I went to visit Ari’s doctor on Friday, because he had been complaining that his feet hurt for some time. While I was in the waiting room, I met a dad who was playing in the play kitchen with his daughter. The daughter was around Samara’s age, she had just turned one. The baby and Samara were fascinated by each other. They kept touching one and other’s faces, and trying to bite each other. It was very cute. While the babies were playing, Ari was occupying himself in the refrigerator playing with the pretend eggs.
The dad was young looking, if I’d have to guess, I would say around 25. He had square rimmed dark brown glasses, dark brown spiked hair, and was dressed in a black tee-shirt, jeans, and high top Adidas. He and I got to talking, and it turned out that he worked for Trader’s Joe’s. We talked about my intense obsession for the store.
A few minutes later, the baby’s mom came out. She was petite, and had short black curly hair, which was held back by a tan headband. She appeared to be biracial but I couldn’t tell what her heritage was. She was beautiful. He was holding her son, who was around two. I asked them how far apart their kids were, they were 15 months apart.

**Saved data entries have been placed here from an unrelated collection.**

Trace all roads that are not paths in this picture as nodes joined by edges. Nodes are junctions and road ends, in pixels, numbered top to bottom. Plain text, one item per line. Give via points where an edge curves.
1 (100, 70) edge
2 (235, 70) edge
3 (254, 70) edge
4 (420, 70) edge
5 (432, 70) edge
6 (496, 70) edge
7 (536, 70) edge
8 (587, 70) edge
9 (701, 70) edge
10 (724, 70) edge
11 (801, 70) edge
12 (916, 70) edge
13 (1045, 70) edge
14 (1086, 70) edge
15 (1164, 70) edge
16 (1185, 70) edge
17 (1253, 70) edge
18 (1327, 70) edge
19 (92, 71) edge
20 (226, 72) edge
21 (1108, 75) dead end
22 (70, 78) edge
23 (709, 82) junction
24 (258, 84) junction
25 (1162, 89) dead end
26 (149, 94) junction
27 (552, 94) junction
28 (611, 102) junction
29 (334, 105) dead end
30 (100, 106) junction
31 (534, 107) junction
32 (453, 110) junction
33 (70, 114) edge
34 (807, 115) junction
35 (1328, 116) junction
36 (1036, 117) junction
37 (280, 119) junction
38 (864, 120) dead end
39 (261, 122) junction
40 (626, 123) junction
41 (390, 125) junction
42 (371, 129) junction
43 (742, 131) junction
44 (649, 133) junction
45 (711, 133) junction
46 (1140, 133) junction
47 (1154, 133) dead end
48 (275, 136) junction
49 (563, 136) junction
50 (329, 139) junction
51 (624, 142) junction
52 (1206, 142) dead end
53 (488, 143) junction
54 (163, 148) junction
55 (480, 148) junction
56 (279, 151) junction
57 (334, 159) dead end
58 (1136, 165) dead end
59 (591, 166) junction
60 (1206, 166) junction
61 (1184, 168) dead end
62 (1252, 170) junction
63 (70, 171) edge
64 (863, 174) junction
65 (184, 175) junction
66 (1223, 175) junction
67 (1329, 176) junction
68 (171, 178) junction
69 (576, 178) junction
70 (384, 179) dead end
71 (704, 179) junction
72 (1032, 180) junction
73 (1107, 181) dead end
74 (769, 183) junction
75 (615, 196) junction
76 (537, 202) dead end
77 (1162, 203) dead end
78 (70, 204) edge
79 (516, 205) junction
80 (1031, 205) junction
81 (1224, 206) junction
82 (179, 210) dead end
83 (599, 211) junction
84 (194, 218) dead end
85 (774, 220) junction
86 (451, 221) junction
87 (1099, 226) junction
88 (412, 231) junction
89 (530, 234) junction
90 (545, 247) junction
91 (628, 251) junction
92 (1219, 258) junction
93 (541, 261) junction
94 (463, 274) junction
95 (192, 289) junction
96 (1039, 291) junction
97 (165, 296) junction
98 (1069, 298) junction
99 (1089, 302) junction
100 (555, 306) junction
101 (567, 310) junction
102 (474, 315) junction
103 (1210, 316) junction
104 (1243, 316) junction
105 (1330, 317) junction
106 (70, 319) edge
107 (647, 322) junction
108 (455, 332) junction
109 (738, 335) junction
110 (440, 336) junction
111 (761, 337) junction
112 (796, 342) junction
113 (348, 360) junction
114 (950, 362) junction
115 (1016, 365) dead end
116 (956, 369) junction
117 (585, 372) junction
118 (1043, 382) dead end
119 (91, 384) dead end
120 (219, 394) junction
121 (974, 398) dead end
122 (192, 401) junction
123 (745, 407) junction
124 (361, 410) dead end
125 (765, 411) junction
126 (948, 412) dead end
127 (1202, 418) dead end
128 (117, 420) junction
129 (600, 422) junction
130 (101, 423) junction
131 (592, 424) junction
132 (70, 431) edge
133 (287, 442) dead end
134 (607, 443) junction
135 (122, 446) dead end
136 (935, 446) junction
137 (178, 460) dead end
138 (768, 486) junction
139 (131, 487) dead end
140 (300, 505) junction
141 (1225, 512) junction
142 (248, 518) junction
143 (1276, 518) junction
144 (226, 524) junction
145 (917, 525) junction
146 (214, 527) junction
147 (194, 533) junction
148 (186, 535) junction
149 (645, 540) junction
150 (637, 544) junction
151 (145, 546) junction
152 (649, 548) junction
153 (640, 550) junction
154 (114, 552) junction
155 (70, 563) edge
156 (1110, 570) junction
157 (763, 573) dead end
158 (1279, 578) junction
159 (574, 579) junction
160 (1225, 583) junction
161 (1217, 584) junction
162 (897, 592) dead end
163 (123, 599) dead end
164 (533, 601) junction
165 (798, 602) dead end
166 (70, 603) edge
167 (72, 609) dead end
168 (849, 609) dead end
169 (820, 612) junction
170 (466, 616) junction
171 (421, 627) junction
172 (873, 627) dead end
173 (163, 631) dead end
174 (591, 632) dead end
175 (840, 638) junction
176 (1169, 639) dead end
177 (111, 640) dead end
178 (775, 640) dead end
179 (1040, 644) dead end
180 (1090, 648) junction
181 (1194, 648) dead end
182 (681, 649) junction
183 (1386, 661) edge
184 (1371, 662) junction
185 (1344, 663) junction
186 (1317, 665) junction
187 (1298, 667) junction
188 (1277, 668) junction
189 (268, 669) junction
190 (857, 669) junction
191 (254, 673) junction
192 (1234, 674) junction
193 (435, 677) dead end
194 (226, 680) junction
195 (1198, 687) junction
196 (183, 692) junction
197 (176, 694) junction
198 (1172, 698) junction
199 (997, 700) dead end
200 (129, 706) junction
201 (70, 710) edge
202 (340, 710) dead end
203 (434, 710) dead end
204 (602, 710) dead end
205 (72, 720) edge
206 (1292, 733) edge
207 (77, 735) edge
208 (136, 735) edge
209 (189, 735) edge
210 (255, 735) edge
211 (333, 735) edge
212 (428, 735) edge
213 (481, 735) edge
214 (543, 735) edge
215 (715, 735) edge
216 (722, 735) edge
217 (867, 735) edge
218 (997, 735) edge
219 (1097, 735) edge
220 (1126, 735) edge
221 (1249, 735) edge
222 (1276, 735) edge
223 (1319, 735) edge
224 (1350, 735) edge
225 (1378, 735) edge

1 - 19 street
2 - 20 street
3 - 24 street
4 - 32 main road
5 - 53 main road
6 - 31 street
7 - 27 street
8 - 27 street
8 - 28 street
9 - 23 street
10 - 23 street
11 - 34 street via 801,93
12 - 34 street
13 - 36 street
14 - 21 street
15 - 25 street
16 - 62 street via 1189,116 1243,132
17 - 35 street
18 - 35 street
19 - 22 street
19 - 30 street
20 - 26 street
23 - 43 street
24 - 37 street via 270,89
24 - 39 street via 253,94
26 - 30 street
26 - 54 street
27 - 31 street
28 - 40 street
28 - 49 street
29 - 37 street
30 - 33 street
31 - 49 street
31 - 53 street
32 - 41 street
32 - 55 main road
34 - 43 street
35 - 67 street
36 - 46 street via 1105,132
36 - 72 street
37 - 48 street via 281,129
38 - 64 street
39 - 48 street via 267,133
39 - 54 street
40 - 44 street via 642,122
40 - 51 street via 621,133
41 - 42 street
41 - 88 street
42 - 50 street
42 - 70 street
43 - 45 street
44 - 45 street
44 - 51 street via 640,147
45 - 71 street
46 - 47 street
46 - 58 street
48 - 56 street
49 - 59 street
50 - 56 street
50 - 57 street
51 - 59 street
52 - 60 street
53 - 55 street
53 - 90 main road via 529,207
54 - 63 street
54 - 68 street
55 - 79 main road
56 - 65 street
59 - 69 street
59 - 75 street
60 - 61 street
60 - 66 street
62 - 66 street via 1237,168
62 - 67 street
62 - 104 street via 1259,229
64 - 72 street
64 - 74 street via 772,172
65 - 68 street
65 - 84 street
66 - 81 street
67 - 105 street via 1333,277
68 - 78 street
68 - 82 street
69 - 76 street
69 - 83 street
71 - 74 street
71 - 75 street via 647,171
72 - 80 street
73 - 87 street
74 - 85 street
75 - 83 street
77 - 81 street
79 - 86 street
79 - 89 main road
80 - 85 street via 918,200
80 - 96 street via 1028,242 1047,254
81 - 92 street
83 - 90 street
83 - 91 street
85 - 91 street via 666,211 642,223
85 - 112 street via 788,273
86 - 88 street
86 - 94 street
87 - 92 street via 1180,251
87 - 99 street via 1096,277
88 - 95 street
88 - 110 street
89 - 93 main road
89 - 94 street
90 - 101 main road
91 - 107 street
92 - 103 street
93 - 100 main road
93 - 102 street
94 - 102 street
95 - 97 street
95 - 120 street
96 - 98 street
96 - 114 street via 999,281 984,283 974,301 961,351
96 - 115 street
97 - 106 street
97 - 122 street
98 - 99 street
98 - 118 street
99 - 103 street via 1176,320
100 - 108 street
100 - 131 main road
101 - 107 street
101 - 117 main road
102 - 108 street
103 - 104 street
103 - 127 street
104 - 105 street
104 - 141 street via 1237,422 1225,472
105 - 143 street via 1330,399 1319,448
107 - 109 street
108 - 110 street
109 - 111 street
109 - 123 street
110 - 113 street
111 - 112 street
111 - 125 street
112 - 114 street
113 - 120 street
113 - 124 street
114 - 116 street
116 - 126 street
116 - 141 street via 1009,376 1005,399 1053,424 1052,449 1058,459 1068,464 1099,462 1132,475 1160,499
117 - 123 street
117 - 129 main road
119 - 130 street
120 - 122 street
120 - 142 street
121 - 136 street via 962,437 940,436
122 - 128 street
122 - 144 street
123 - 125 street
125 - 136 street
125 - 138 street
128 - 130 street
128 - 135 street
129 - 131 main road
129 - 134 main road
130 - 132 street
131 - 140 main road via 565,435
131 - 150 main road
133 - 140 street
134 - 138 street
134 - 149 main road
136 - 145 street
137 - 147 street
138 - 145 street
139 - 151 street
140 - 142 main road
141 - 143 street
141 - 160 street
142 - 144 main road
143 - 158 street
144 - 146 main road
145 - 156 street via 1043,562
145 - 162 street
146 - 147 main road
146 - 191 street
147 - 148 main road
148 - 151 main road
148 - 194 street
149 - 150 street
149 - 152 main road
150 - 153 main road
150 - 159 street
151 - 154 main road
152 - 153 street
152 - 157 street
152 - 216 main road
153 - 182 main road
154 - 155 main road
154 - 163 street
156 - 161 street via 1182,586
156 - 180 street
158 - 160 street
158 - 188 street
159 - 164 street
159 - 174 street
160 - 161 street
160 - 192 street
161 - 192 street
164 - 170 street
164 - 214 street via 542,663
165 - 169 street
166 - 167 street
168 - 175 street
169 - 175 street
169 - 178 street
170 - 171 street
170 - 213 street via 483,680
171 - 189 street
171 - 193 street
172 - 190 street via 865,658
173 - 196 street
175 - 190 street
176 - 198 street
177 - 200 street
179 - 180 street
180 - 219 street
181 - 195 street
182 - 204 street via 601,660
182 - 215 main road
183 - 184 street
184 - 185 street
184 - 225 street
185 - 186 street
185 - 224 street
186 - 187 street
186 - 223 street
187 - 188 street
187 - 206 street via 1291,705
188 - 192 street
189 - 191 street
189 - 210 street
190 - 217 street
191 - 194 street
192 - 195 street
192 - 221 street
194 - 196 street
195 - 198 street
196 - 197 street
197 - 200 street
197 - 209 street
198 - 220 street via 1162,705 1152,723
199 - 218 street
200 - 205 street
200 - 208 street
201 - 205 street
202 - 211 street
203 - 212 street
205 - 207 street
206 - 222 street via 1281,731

She and I got to talking about how crazy two and three-year olds are. Her situation is a little more intense than mine, having two kids just over a year apart. We were particularly dwelling how difficult parenting boys can be.
Before we left, we exchanged information.
The next day, I got a text from her asking if we’d like to join her and her family for a birthday celebration for her daughter. I text her back an enthusiastic response.
We came to her place in crown heights, which was huge, had beautiful wooden floors, two bathrooms, and I don’t how many bedrooms.
We got to talking about labor. And she opened up about her pregnancy story with her son.
“With my son, it’s a crazy story. I stopped getting my period. So I went to the doctor, and they said, I wasn’t pregnant. In fact, the doctor said that it was very unlikely that I could ever get pregnant, and that I had endometriosis. I continued to feel weird, and I knew something wasn’t right, so I eventually I went back to the doctor, and they were like…oh, yeah, that’s because there’s a giant baby in your belly! It turned out I was six months pregnant!”
“Whoa,” I said. I didn’t quite know what to say. “What did he say when you told him?” I said gesturing to her boyfriend.
“He basically threw up in his mouth.”
“What did you think?” I asked him.
“Um, I freaked out, went to sleep, woke up and gave her a key to my apartment.”
And the rest was history. I cannot even imagine being six months pregnant, and not knowing the whole time. She delivered her son with a midwife, and was able to have vaginal birth in a hospital.
Her son, by the way, is lovely. He is a charismatic rambunctious healthy two-year-old.
But this story got me thinking, what is going on with western medicine that these sorts of situations are able to happen? The women in question are made to think that they’re crazy and delusional. They believe they may be pregnant, but are shamed into thinking that there is some other bizarre heath concern going on.
It’s a shame that anyone would have to go through what this woman went through.
What are your thoughts? Have you ever been made to feel “crazy” by a western medical professional? I know I have.